A plausible implication is that enhanced symbolic interleaving in prompting pipelines addresses some, but not all, of the fragilities exposed by GSM-Symbolic; ultimate robustness may require mechanisms for automatic irrelevant information filtering and stepwise proof verification.

7. Significance and Future Directions

GSM-Symbolic has reframed the evaluation of mathematical reasoning in LLMs by foregrounding the necessity of controlled, parameterized, and stress-tested benchmarking.
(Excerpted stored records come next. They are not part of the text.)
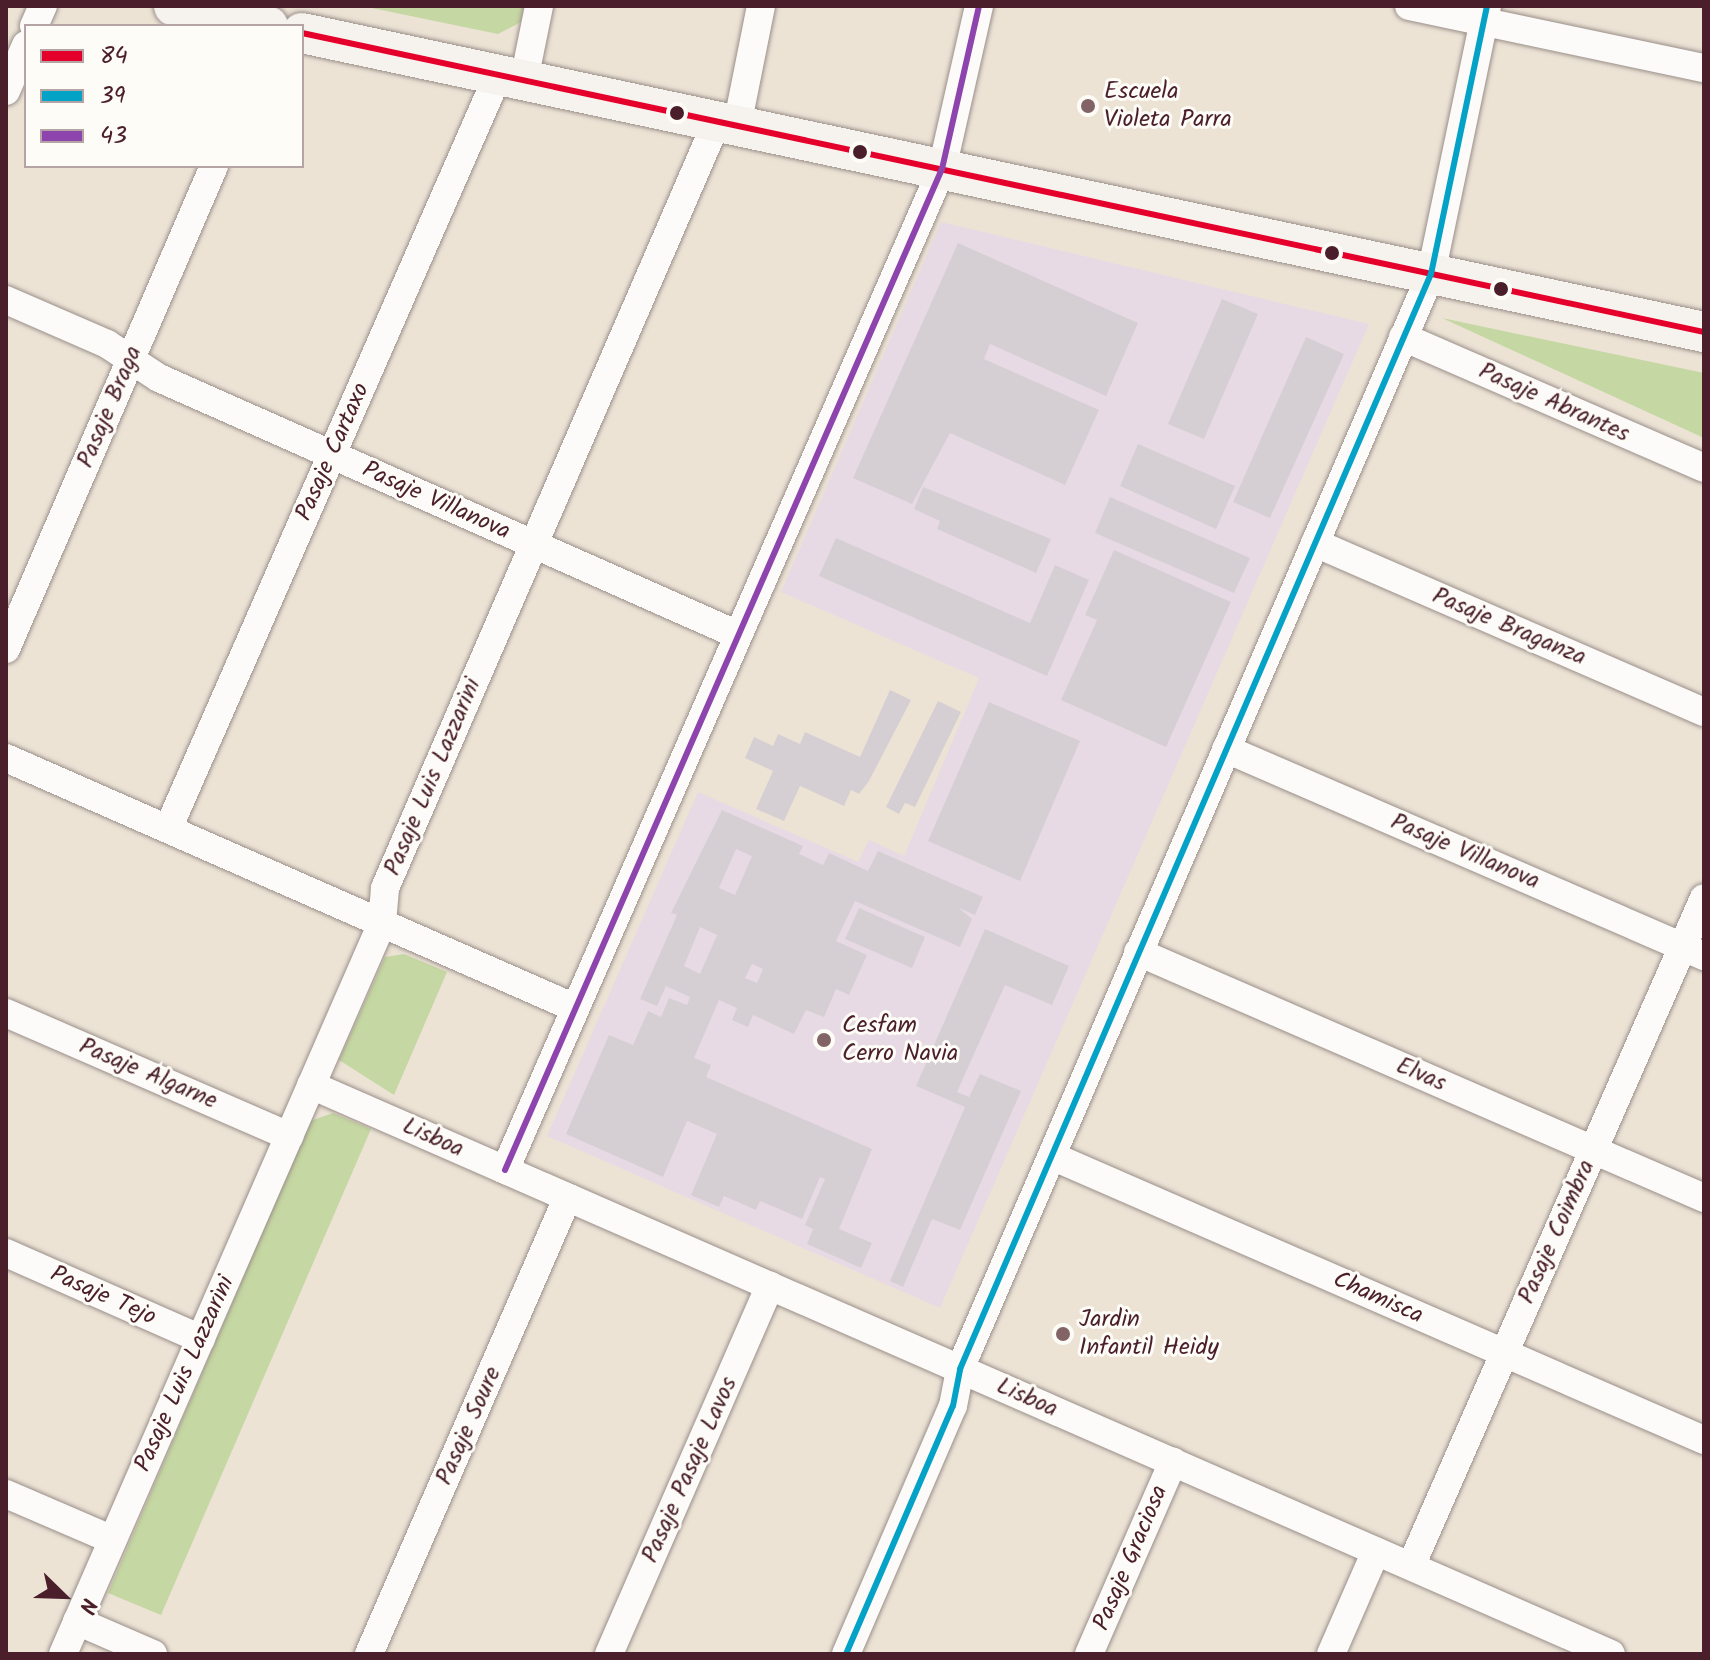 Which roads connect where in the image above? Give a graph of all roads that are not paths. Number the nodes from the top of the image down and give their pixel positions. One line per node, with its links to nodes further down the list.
1 (174, 6): 7 (main road)
2 (539, 6): 11 (street, Pasaje Cartaxo)
3 (761, 6): 13 (street, Pasaje Luis Lazzarini)
4 (979, 6): 15 (street)
5 (1409, 6): 6 (street)
6 (1485, 14): 10 (street); 16 (street)
7 (259, 24)
8 (304, 33): 11 (main road)
9 (24, 50): 12 (street)
10 (1704, 68)
11 (511, 78): 13 (main road); 21 (street, Pasaje Cartaxo)
12 (6, 91)
13 (727, 124): 15 (main road); 24 (street, Pasaje Luis Lazzarini)
14 (213, 168): 20 (street, Pasaje Braga)
15 (942, 169): 16 (main road); 25 (street)
16 (1431, 274): 18 (main road); 19 (street)
17 (6, 300): 20 (street, Pasaje Villanova)
18 (1704, 332)
19 (1403, 337): 22 (street, Pasaje Abrantes); 23 (street)
20 (131, 360): 21 (street, Pasaje Villanova); 26 (street, Pasaje Braga)
21 (332, 455): 24 (street, Pasaje Villanova); 30 (street, Pasaje Cartaxo)
22 (1704, 468)
23 (1315, 543): 27 (street, Pasaje Braganza); 28 (street)
24 (534, 545): 25 (street, Pasaje Villanova); 32 (street, Pasaje Luis Lazzarini)
25 (738, 635): 35 (street)
26 (6, 649)
27 (1704, 712)
28 (1226, 749): 33 (street); 34 (street, Pasaje Villanova)
29 (6, 758): 30 (street)
30 (168, 829): 32 (street)
31 (1704, 898): 34 (street, Pasaje Coimbra)
32 (382, 923): 35 (street); 37 (street, Pasaje Luis Lazzarini)
33 (1138, 952): 39 (street, Elvas); 40 (street)
34 (1693, 952): 39 (street, Pasaje Coimbra)
35 (575, 1008): 41 (street)
36 (6, 1013): 38 (street, Pasaje Algarne)
37 (311, 1085): 38 (street, Pasaje Luis Lazzarini); 41 (street, Lisboa)
38 (289, 1136): 46 (street, Pasaje Luis Lazzarini)
39 (1594, 1150): 43 (street, Elvas); 47 (street, Pasaje Coimbra)
40 (1052, 1156): 47 (street, Chamisca); 48 (street)
41 (505, 1170): 42 (street, Lisboa)
42 (568, 1197): 45 (street, Lisboa); 59 (street, Pasaje Soure)
43 (1704, 1198)
44 (6, 1253): 46 (street, Pasaje Tejo)
45 (770, 1286): 48 (street, Lisboa); 60 (street, Pasaje Pasaje Lavos)
46 (201, 1339): 52 (street, Pasaje Luis Lazzarini)
47 (1504, 1353): 49 (street, Chamisca); 54 (street, Pasaje Coimbra)
48 (960, 1369): 50 (street, Lisboa); 61 (street)
49 (1704, 1440)
50 (1173, 1462): 53 (street, Lisboa); 62 (street, Pasaje Graciosa)
51 (6, 1494): 52 (street)
52 (113, 1540): 55 (street, Pasaje Luis Lazzarini)
53 (1376, 1551): 54 (street, Lisboa); 63 (street)
54 (1411, 1566): 56 (street, Lisboa)
55 (77, 1621): 57 (street, Pasaje Luis Lazzarini); 58 (street)
56 (1570, 1646): 64 (street, Lisboa)
57 (63, 1654)
58 (153, 1654)
59 (369, 1654)
60 (609, 1654)
61 (846, 1654)
62 (1089, 1654)
63 (1331, 1654)
64 (1611, 1654) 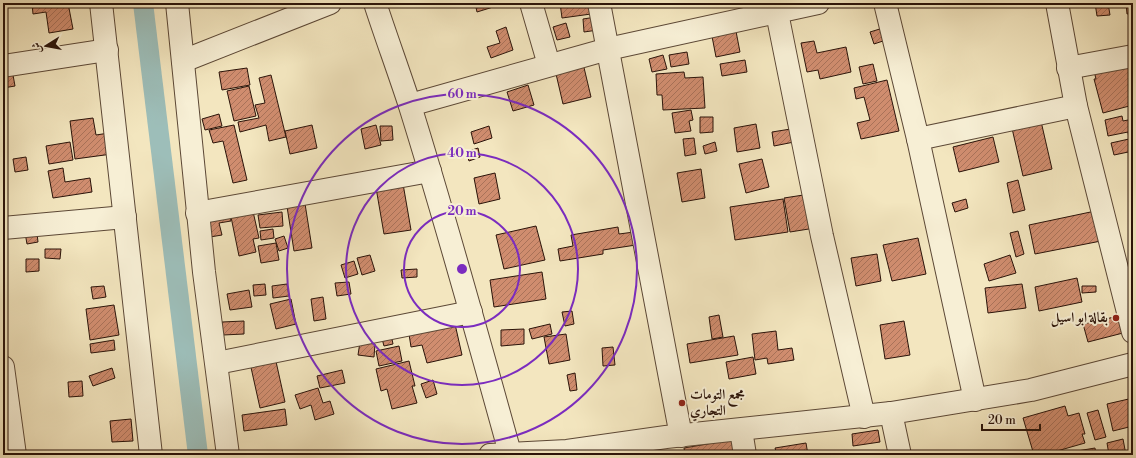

By establishing that SOTA LLMs systematically fail under syntactic and semantic perturbations that do not alter problem logic, GSM-Symbolic calls into question the reliability of progress measured solely by surface-form benchmarks like GSM8K.

Future research trajectories suggested by these findings include: designing models and pipelines capable of explicit causal inference and formal reasoning, integrating symbolic solvers for modular subproblem resolution, and further adversarially probing the boundaries of LLM abstraction and compositionality (Mirzadeh et al., 2024, Ranaldi et al., 18 Feb 2025).